Following the landmark Obergefell v. Hodges Supreme Court decision on gay marriage last summer, many state bodies began a backlash against the ruling by doubling down on legislation designed to protect religious people from having to violate their rights to accommodate the rights of the LBGT+ people.

Some of these legislative proposals were nothing short of open discrimination against anyone who does not strictly adhere to certain aspects of religious beliefs. Spurred on by lawsuits about Christian bakers and photographers refusing to work for gay wedding ceremonies and perceiving Christian religious beliefs to be under attack, many people saw these proposals as necessary to protect their rights to free expression of their religious rights. And so, in Georgia, HB757 was drawn up to protect churches, organizations, and businesses from lawsuits that would be brought on by refusing services based on religious beliefs.

The issue with the bill was that they were attempting to violate the rights of one group to satisfy the paranoia of another. There has not been a court case in the history of the United States where a gay couple successfully sued a church, mosque, temple, or synagogue for not performing a ceremony that would have violated the religious beliefs of the religious community. It simply has not happened, and under the First Amendment, it cannot happen.

The government cannot force a church to violate it’s religious beliefs so long as the church is not violating the rights of other people. Gay people might not be able to get married in a specific church, but the church cannot stop gay people from getting married at a courthouse or at any other church or really whatever venue that welcomes them. Laws concerning the legality of discrimination in businesses vary from state to state, but court rules concerning organizations that receive government funding are generally pretty clear that the state cannot endorse religious discrimination.

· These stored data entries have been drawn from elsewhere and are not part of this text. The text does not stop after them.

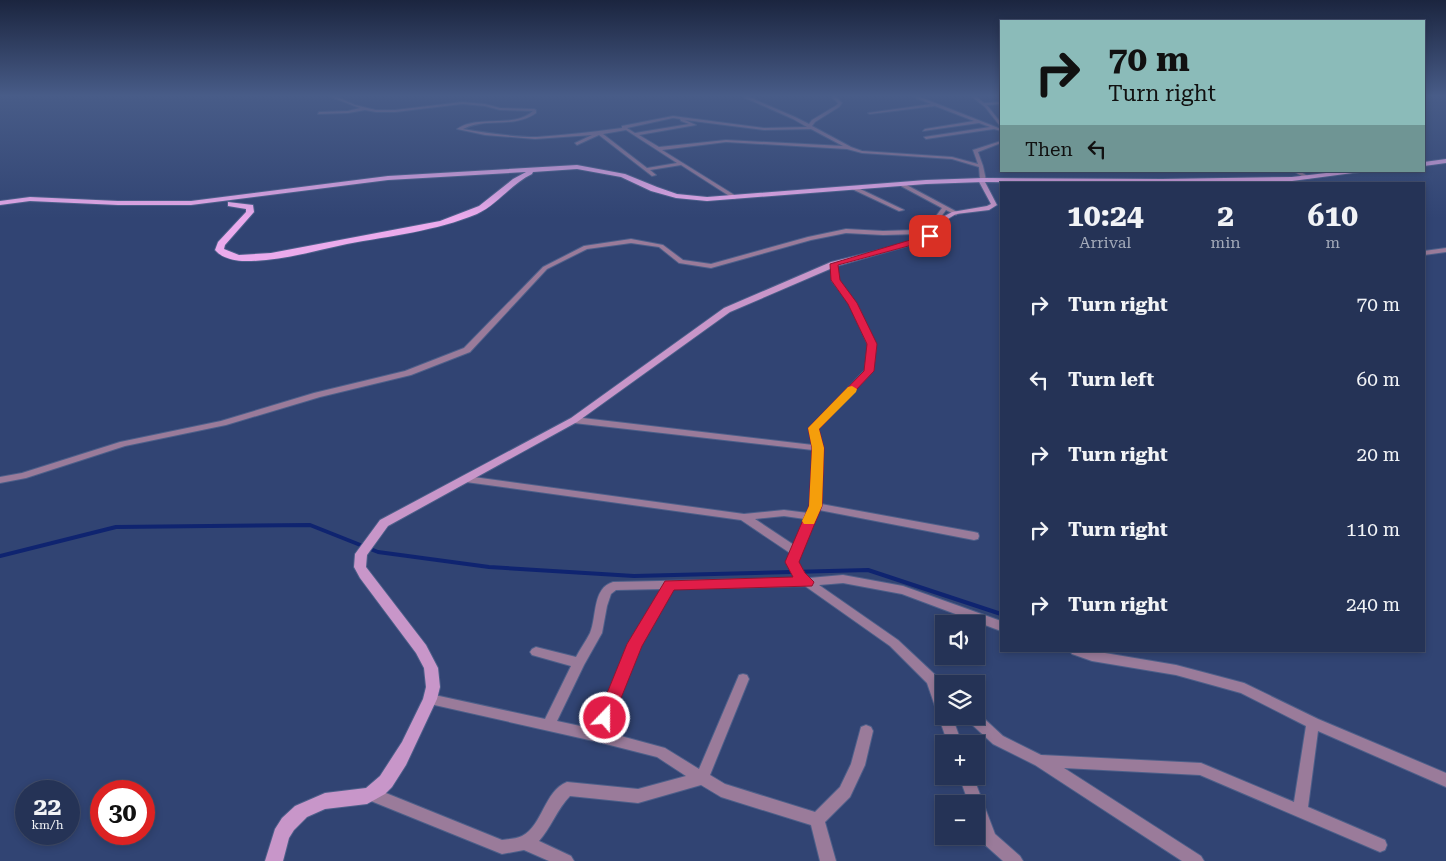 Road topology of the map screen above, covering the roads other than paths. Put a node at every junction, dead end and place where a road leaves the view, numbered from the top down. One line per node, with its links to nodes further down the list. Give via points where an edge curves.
1 (525, 137): 2 (street)
2 (546, 137)
3 (592, 137): 10 (street)
4 (605, 137): 17 (street)
5 (640, 137): 12 (street)
6 (827, 137): 11 (street)
7 (931, 137): 8 (street)
8 (926, 138)
9 (1000, 142): 16 (street, via 975,151)
10 (578, 144)
11 (849, 148): 12 (street, via 726,142); 16 (street, via 862,152 952,158)
12 (657, 149): 14 (street)
13 (1446, 161): 15 (main road)
14 (680, 164): 17 (street); 27 (street)
15 (1425, 164)
16 (981, 166): 23 (street)
17 (647, 169): 21 (street)
18 (541, 170): 27 (main road, via 585,168 623,175 676,196); 28 (main road, via 388,178); 28 (main road, via 517,179 492,203 452,220 268,256 232,257 219,250 250,212 250,207)
19 (1298, 172): 22 (street)
20 (1357, 172): 22 (main road)
21 (654, 175)
22 (1309, 178): 24 (main road)
23 (982, 180): 24 (main road); 25 (main road); 32 (main road, via 994,205)
24 (1057, 182)
25 (901, 184): 26 (main road); 30 (street)
26 (854, 188): 27 (main road); 31 (street)
27 (734, 197)
28 (191, 202): 29 (main road, via 118,204 30,199)
29 (0, 203)
30 (945, 208): 32 (street); 39 (street, via 933,224 917,232 846,231 711,266 681,262 660,246 630,240 586,247 545,268 467,350 408,373 222,422 123,444 23,476)
31 (901, 210)
32 (956, 213): 35 (main road, via 945,216 930,236)
33 (1446, 250): 34 (street)
34 (1425, 253)
35 (834, 264): 36 (main road, via 727,310); 37 (street, via 835,280 852,303 872,344 869,371 813,428)
36 (574, 420): 37 (street); 38 (main road)
37 (818, 448): 40 (street)
38 (466, 478): 41 (street); 55 (main road, via 384,523 361,554 360,567 364,575 431,668 433,687)
39 (0, 480)
40 (816, 506): 42 (street); 43 (street)
41 (744, 517): 42 (street, via 784,513); 44 (street)
42 (811, 517): 44 (street)
43 (974, 536)
44 (794, 556): 45 (street)
45 (803, 580): 46 (street); 47 (street, via 843,579 903,590); 52 (street, via 894,643)
46 (670, 585): 50 (street, via 612,586 600,606 596,634); 60 (street, via 634,644)
47 (1000, 626)
48 (536, 652): 50 (street)
49 (1079, 652): 56 (street, via 1176,670 1244,688)
50 (579, 663): 57 (street)
51 (743, 678): 62 (street)
52 (932, 680): 53 (street); 54 (street)
53 (935, 682)
54 (935, 689)
55 (430, 699): 57 (street); 64 (main road, via 388,780)
56 (1313, 723): 63 (street); 65 (street)
57 (548, 725): 60 (street)
58 (982, 725): 61 (street, via 998,740)
59 (866, 731): 66 (street, via 858,765 845,792)
60 (598, 736): 62 (street, via 660,752)
61 (1040, 761): 65 (street, via 1201,769); 74 (street)
62 (702, 778): 66 (street, via 721,790); 68 (street, via 638,796 567,789 558,796 542,829)
63 (1446, 780)
64 (371, 794): 68 (street, via 502,848); 70 (main road, via 309,806 283,831)
65 (1300, 810): 69 (street)
66 (817, 820): 72 (street)
67 (985, 828): 73 (street, via 989,839)
68 (525, 843): 71 (street)
69 (1380, 845)
70 (274, 861)
71 (566, 861)
72 (828, 861)
73 (1015, 861)
74 (1196, 861) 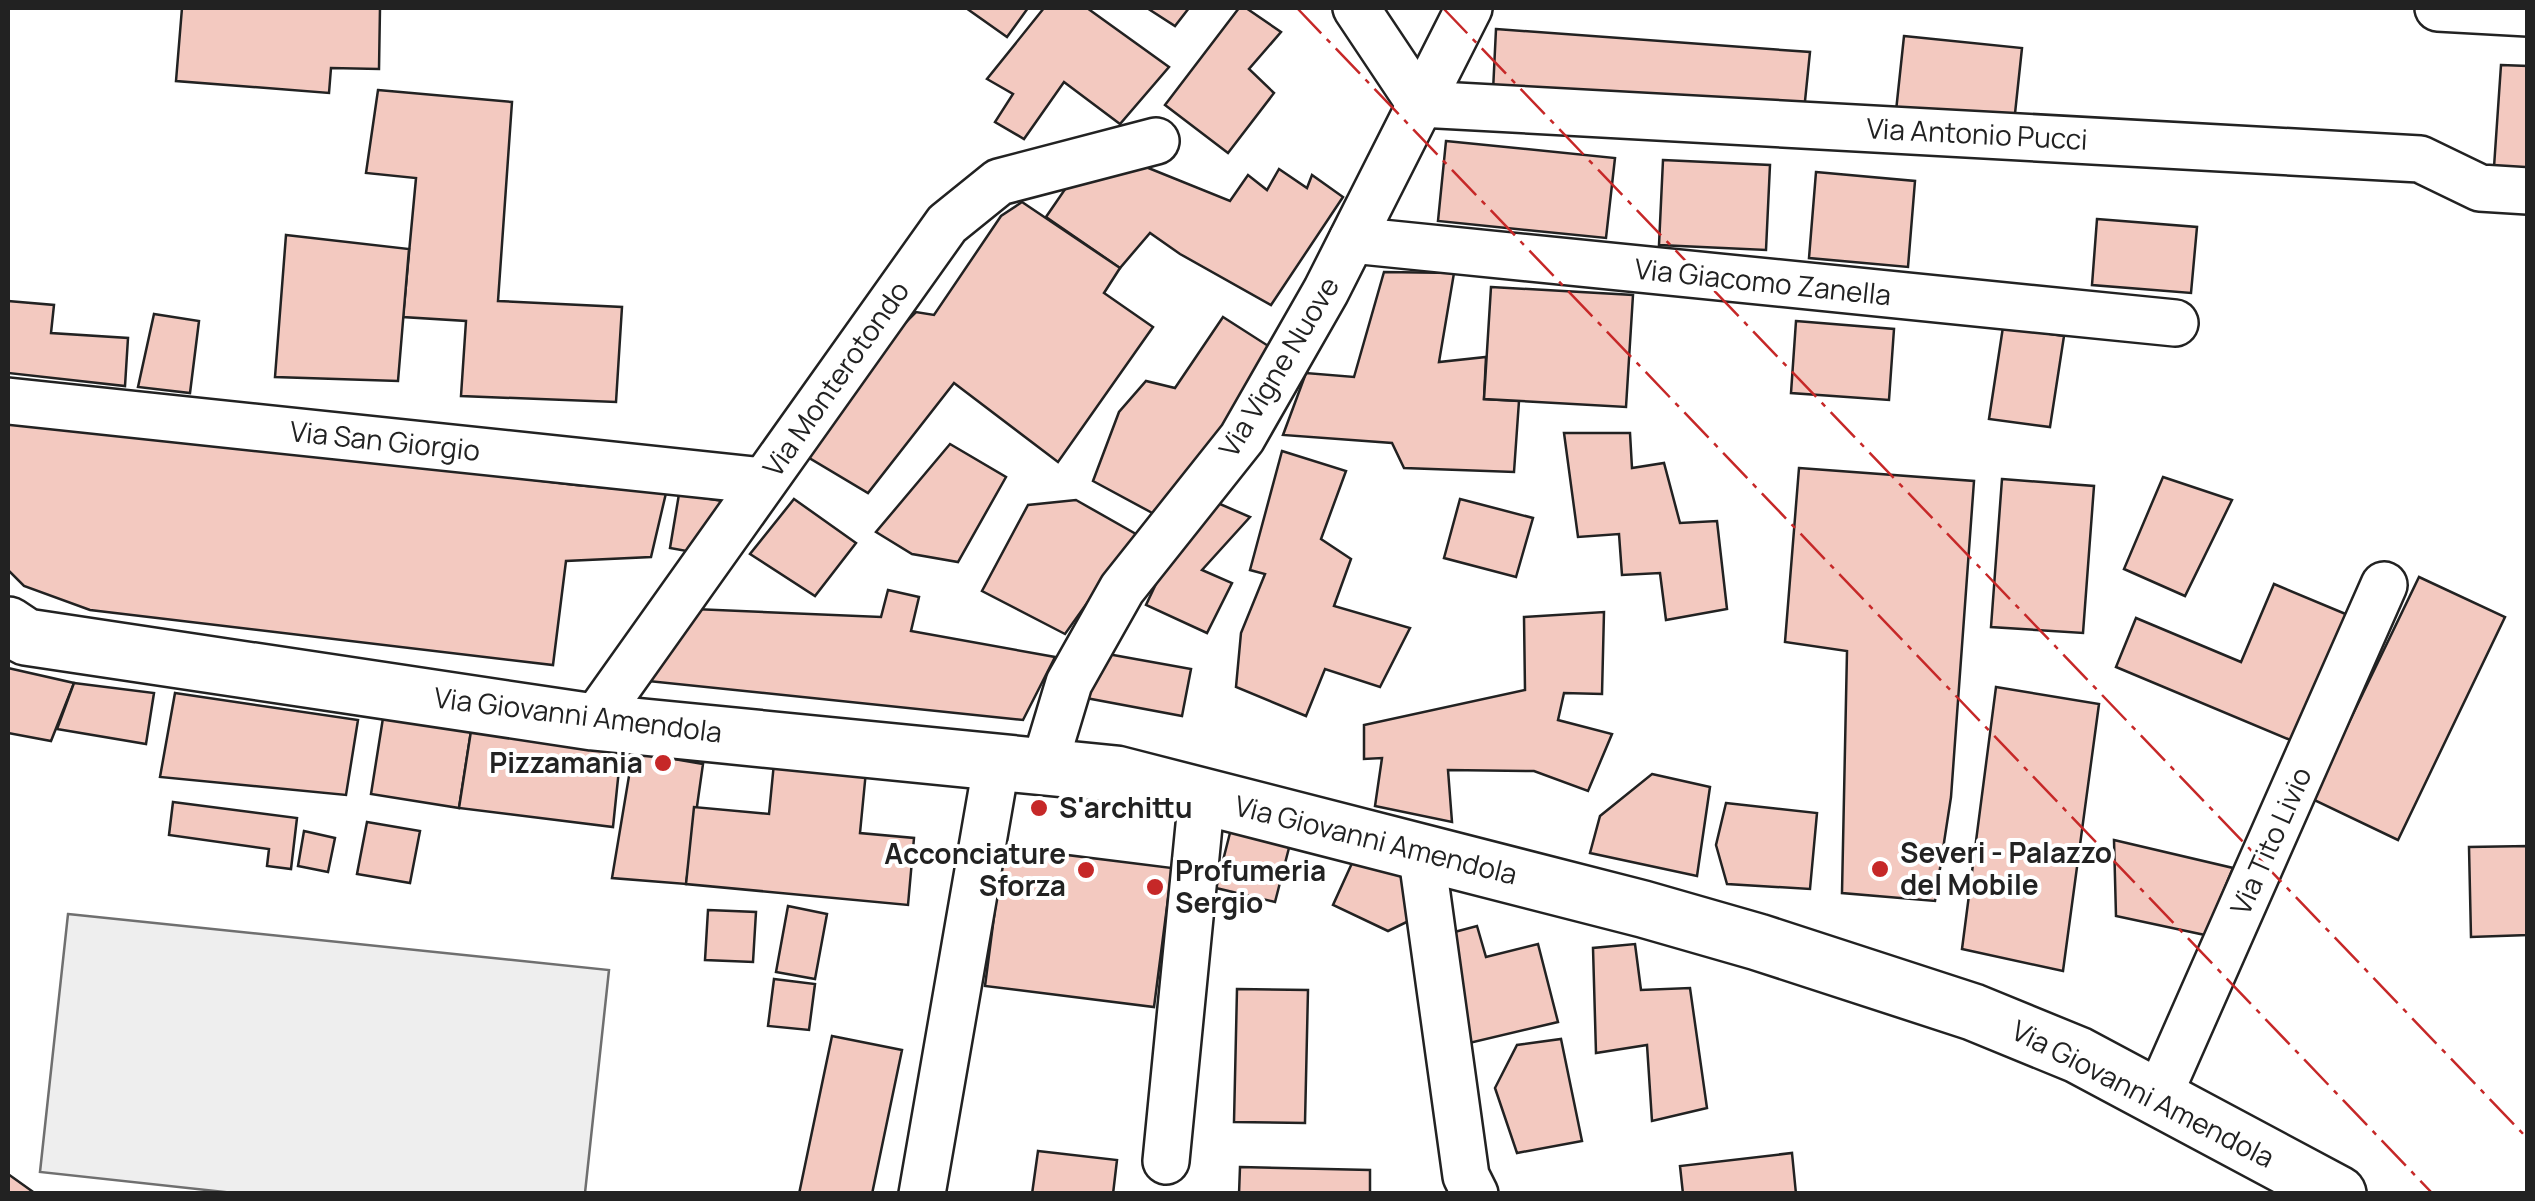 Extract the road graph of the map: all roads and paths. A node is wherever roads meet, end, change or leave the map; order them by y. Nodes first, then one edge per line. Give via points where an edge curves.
1 (1356, 8) edge
2 (1469, 8) edge
3 (2438, 8) edge
4 (2528, 12) edge
5 (1420, 104) junction
6 (1156, 141) dead end
7 (2528, 190) edge
8 (1352, 240) junction
9 (2174, 324) dead end
10 (8, 401) edge
11 (764, 481) junction
12 (2384, 584) dead end
13 (8, 625) edge
14 (593, 722) junction
15 (1021, 764) junction
16 (1202, 795) junction
17 (1421, 851) junction
18 (2158, 1097) junction
19 (1166, 1161) dead end
20 (922, 1194) edge
21 (1475, 1194) edge
22 (2338, 1194) edge

1 - 5 street
2 - 5 street, Via Vigne Nuove
3 - 4 street
5 - 7 street, Via Antonio Pucci via 2420,158 2480,188
5 - 8 street, Via Vigne Nuove
6 - 11 street, Via Monterotondo via 1000,182 947,224
8 - 9 street, Via Giacomo Zanella
8 - 15 street, Via Vigne Nuove via 1242,438 1122,589
10 - 11 street, Via San Giorgio
11 - 14 street, Via Monterotondo
12 - 18 street, Via Tito Livio
13 - 14 main road, Via Giovanni Amendola via 26,637
14 - 15 main road, Via Giovanni Amendola
15 - 16 main road, Via Giovanni Amendola via 1116,774
15 - 20 street, Via Vigne Nuove
16 - 17 main road, Via Giovanni Amendola
16 - 19 street
17 - 18 main road, Via Giovanni Amendola via 1758,942 1956,1006 2078,1054
17 - 21 street via 1466,1176
18 - 22 main road, Via Giovanni Amendola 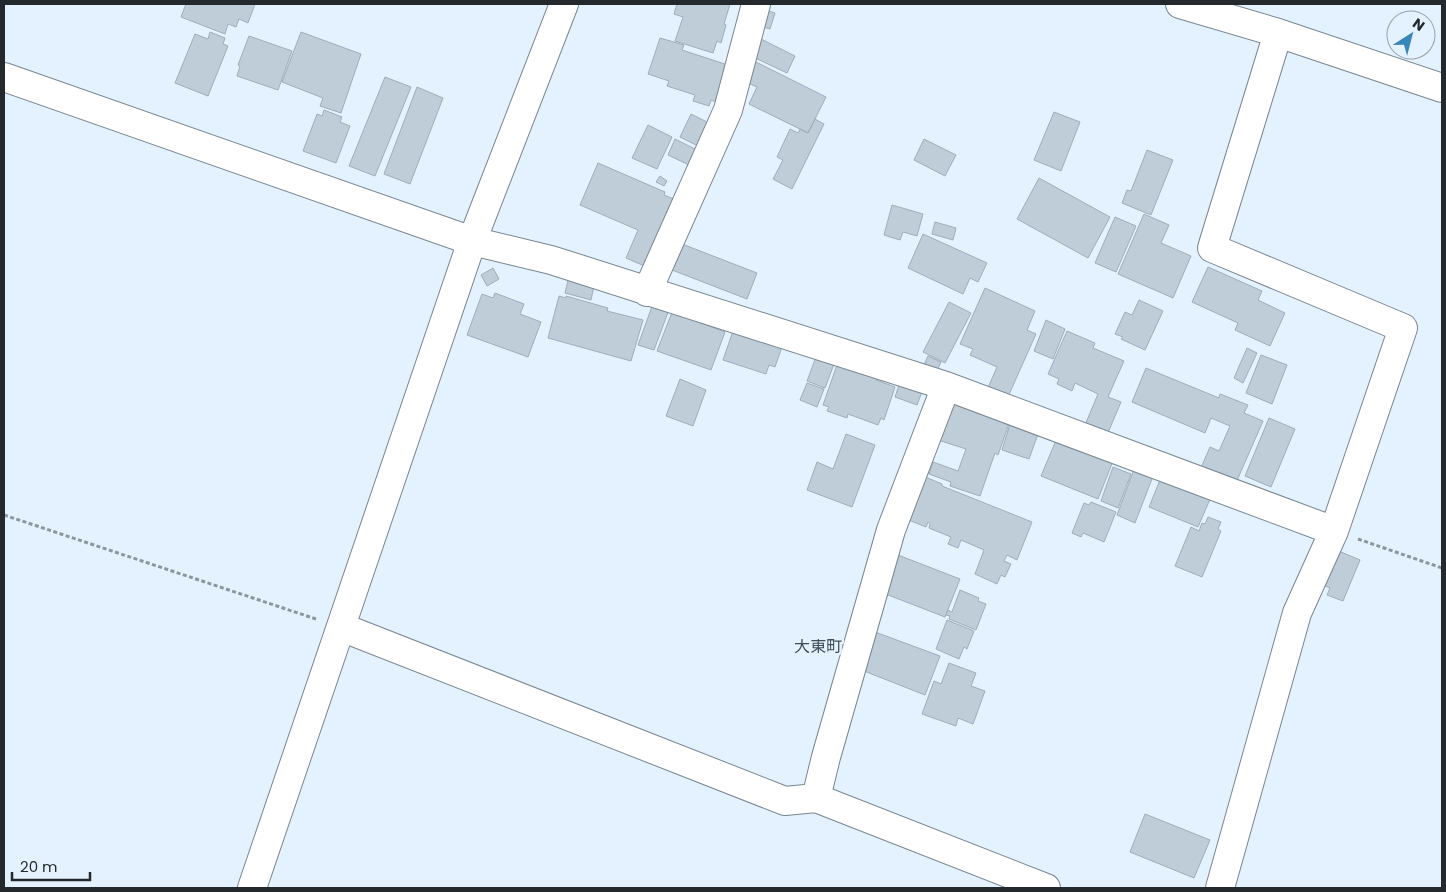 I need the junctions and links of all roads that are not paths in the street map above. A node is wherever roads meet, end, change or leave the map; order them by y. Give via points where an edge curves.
1 (564, 4) edge
2 (756, 4) edge
3 (1180, 4) edge
4 (1278, 33) junction
5 (4, 77) edge
6 (1442, 88) edge
7 (472, 241) junction
8 (647, 292) junction
9 (946, 386) junction
10 (1334, 531) junction
11 (341, 627) junction
12 (816, 798) junction
13 (252, 888) edge
14 (1046, 888) edge
15 (1220, 888) edge

1 - 7 street
2 - 8 street via 728,110
3 - 4 street
4 - 6 street
4 - 10 street via 1212,248 1403,328
5 - 7 street
7 - 8 street via 551,260
7 - 11 street
8 - 9 street
9 - 10 street
9 - 12 street via 891,530
10 - 15 street via 1297,612
11 - 12 street via 785,801
11 - 13 street
12 - 14 street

Regardless, the efforts with this bill pushed forward until the public outcry against marriage equality was matched by local and national sources against discrimination. All major Georgia sports franchises condemned the bill, as did the NFL, who did so by mentioning that Atlanta would not host a Super Bowl if the bill passed. The NCAA also made a point to say that they would be re-evaluating whether they would allow certain events to happen in the state. Major productions studios including Disney and Marvel said that they would cease operations in the state, as did the hit TV show “The Walking Dead”.

Apple, Atlanta based Coca Cola, and other giants of industry all threatened to boycott, relocate or otherwise do business elsewhere if the bill was enacted. Now, all of this could have very well been a bluff, but it is hardly a bluff that the state of Georgia wants to call. This is also to say nothing against to outpouring of criticism from human rights organizations, millions of people on social media, and protestors who called the bill out for being discriminatory.

The legislature tried a last ditch effort to save their budgets from taking the massive hit of the boycotts and removed the wording about businesses being able to discriminate at the last minute before forwarding the bills to Governor Deal. Deal vetoed the bill anyway, stating that he so because the bill opened the door for the state to allow religious discrimination multiple areas. He made note to say that protections already existed for churches to not have to perform ceremonies that violated their beliefs, and that the state of Georgia does not have the legal statutes in place that allowed the lawsuits against the bakers in Colorado or the photographers in Arizona. In effect, the bill would solve no problems that actually exist in Georgia but could lead to severe unintended consequences. Governor Deal even referred to late Supreme Court Justice Antonin Scalia’s ideas of “negative protection”.

“…rather than telling government what it can do regarding religion, they [the Founders] told government what it could not do, namely, “establish a religion or interfere with the free exercise thereof.”…They made it clear that those liberties were given by God and not by man’s government. Therefore, it was unnecessary to enumerate in statute or constitution what those liberties included.

In light of our history, I find it ironic that today some in the religious community feel it necessary to ask government to confer upon them certain rights and protections. If indeed our religious liberty is conferred by God and not by man-made government, we should need the “hands-off” admonition of the First Amendment to our Constitution. When legislative bodies attempt to do otherwise, the inclusions and omissions in their statutes can lead to discrimination, even though it may be unintentional. That is too great a risk to take.” (source)

The fight is far from over, as the Georgia State House and Senate are looking to see if they can achieve a two-thirds supermajority and override the veto of the governor. For today at least, Nathan Deal seems to have held back the tide against religious discrimination, or at least stopped it from getting worse.